## Instructions to follow
Pick out the lines below that contain the string "lane" and copy them all.

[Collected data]
"""
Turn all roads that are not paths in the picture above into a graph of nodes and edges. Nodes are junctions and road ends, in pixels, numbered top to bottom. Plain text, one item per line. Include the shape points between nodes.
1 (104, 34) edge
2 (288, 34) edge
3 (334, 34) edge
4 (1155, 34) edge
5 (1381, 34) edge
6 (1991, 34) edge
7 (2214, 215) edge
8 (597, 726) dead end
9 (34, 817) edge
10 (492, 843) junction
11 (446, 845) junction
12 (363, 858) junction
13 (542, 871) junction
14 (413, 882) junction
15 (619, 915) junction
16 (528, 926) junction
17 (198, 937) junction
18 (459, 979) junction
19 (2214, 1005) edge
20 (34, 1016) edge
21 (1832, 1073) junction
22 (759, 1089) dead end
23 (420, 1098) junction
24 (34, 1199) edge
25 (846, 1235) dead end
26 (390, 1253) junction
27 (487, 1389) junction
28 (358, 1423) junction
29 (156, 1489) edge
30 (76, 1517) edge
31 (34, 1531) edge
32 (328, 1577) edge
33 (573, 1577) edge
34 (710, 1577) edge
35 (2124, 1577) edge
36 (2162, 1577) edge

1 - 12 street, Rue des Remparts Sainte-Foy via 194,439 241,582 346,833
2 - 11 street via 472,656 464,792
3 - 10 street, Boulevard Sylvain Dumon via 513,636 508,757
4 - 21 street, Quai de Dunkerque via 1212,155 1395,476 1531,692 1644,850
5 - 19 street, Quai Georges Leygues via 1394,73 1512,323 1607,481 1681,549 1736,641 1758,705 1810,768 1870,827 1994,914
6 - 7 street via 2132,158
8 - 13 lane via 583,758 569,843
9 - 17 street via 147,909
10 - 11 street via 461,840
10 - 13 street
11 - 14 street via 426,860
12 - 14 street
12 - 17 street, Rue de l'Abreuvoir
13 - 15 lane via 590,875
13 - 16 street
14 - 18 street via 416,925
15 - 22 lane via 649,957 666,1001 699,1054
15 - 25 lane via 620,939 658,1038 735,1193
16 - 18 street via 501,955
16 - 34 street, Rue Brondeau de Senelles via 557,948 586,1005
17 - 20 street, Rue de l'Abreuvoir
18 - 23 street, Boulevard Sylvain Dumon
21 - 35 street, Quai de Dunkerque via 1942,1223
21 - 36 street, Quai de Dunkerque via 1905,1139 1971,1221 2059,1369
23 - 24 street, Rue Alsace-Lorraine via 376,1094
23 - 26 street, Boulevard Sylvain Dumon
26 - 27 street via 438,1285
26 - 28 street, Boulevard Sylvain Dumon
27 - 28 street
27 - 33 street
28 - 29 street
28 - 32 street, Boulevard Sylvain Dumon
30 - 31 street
"""
## Answer for the task
8 - 13 lane via 583,758 569,843
13 - 15 lane via 590,875
15 - 22 lane via 649,957 666,1001 699,1054
15 - 25 lane via 620,939 658,1038 735,1193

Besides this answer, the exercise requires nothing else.